What the task requires: Pick out every line of the entries below where "АНДРОНОВСКОЕ" occurs, and copy those lines.

[Dataset entries]
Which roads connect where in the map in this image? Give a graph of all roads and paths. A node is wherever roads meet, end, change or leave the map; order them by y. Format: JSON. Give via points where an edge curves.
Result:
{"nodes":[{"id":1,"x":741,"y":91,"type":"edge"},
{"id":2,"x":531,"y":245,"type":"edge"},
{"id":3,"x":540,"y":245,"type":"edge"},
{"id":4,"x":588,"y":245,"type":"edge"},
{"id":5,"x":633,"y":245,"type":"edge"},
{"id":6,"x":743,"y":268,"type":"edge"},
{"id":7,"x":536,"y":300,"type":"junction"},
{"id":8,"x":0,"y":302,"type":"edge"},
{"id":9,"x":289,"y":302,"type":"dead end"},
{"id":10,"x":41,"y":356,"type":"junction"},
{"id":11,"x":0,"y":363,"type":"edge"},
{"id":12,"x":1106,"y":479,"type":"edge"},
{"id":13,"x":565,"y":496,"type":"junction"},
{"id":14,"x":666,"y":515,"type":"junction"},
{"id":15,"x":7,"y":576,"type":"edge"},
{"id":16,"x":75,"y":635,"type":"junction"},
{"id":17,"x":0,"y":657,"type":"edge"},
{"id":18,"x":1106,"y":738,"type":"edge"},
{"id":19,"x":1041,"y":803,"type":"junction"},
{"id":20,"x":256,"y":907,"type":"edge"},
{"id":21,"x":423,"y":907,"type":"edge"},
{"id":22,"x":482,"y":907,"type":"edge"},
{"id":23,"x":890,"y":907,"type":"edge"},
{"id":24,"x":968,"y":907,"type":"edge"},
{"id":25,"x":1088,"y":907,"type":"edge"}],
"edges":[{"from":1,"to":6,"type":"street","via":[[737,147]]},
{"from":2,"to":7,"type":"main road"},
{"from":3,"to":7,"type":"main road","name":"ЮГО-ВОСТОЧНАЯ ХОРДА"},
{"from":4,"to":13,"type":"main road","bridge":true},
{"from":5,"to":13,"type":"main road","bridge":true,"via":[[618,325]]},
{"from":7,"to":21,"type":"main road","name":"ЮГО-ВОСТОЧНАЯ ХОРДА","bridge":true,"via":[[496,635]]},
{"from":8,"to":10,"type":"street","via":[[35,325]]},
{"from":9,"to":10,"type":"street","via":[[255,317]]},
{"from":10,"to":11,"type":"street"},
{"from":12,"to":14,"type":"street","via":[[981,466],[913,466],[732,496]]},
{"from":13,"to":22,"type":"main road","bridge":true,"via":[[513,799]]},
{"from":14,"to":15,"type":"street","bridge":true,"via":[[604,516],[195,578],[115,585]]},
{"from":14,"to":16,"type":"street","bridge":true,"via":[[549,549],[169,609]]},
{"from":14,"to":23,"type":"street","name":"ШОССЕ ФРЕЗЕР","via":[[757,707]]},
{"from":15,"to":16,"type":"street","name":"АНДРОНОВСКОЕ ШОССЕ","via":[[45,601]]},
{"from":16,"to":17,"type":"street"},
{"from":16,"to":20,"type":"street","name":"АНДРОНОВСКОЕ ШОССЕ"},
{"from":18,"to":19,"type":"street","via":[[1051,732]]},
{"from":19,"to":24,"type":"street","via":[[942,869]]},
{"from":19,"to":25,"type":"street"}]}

Response below:
{"from":15,"to":16,"type":"street","name":"АНДРОНОВСКОЕ ШОССЕ","via":[[45,601]]},
{"from":16,"to":20,"type":"street","name":"АНДРОНОВСКОЕ ШОССЕ"},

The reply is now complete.